【コメント】
- 「どうして上場するのか?」日本のスタートアップ経営者に警笛を鳴らしている記事です。
- 日本の若い経営者は、「上場がゴール」「上場で自分を含めた従業員に資産形成で報いる」と考えて上場を目指す傾向があると思われます。
- 記事にあるように、上場はさらなる成長へ向けたスタート地点であり、更なる成長のために株式市場で資金を募る手段です。
- 上場後はコストがかかります。上場を維持していくためには、ガバナンス/内部統制を厳格に運営することが必須であり、事業を成長させていくコスト以外にも相当な管理コストがかかることを覚悟する必要があります。これを疎かにすると重い経営者責任が問われます。また事業運営方針も、これまでのように仲間内で決めていけるわけではなく、多くの株主の意見に耳を傾ける必要があり、ややもすると経営のスピードが落ちるリスクもあります。

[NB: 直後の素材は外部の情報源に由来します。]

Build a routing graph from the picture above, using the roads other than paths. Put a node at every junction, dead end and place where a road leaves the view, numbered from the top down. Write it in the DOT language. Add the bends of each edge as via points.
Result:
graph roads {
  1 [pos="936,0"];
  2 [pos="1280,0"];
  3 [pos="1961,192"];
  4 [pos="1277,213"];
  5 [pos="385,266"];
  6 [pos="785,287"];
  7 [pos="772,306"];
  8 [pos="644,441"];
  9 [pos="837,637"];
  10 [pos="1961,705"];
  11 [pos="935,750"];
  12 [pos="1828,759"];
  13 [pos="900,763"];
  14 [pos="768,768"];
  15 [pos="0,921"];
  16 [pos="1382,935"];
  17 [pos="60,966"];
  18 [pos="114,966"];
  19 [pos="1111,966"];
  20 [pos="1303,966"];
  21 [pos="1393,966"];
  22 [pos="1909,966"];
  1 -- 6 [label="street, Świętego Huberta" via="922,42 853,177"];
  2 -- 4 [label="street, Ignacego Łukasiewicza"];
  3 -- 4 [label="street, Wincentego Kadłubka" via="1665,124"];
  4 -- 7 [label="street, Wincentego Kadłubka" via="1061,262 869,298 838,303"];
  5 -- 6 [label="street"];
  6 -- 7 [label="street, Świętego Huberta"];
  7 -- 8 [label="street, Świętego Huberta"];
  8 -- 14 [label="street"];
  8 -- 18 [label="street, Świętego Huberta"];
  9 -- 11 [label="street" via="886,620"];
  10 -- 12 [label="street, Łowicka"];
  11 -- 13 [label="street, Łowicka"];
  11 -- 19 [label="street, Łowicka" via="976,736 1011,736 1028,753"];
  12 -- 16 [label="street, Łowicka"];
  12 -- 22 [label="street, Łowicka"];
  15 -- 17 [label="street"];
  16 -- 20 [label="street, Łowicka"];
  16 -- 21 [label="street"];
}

- これらのリスクを飲み込み、強い成長意思がある経営者のみが上場を行うべきと思われます。
【記事概要】
- 企業にとって新規株式公開(IPO)は目的ではなく、さらなる成長へ向けたスタート地点だ。日本はそれが機能せず、小粒でとどまる企業があまりに多い。
- 民間調べでは2024年のIPO社数は90社弱と前年の96社を下回る見込みだ。大半は小規模案件ばかりだ。小粒なIPOが繰り返される状況を今なお抜けられない。東京証券取引所によれば東証グロース市場でのIPO時の平均時価総額は23年が154億円。米国はこの21倍の規模で上場する。IPOに応じる投資家も日本は個人に偏り、機関投資家の参加は乏しい。
- しかも上場してもなかなか成長しない。新興企業向けのグロース市場といいながら、成長力の乏しい企業ばかり並ぶのが実情だ。
- 幅広く投資家から資金を集めて大きな成長を目指すのが本来のIPOの姿だ。新事業の拡大や海外進出、M&A(合併・買収)に果敢に挑み、企業価値の向上を競う経営者がもっと増えてほしい。
- 取引所の上場基準を厳しくするのも検討課題だろう。グロース市場で上場を維持するには、上場10年後の時価総額で40億円以上というハードルがある。これを高くして規律をもたらすのも一案だ。
- 大事なのはスタートアップ企業が連続して大きく育つエコシステムを築くことだ。米国では起業で成功した人が新たな起業に取り組み、投資家としても次の担い手を支援していく流れがある。資金調達のパイプも太く多様にしたい。非上場段階から大手企業や投資ファンドによる出資、M&Aが活発になれば、小規模のままのIPO以外に選択肢が増える。成長の道筋をつけたうえでのIPOは投資の魅力を高める。
- 情報開示など投資家保護とバランスを取りながら、非上場株を取引しやすくする市場の整備や投資家層の拡大策も課題になる。
- 米巨大テック企業の多くは新興企業向けのナスダック市場から成長してきた。次の主役を担う企業が育ち、家計にも恩恵が及ぶような循環を日本も生み出したい。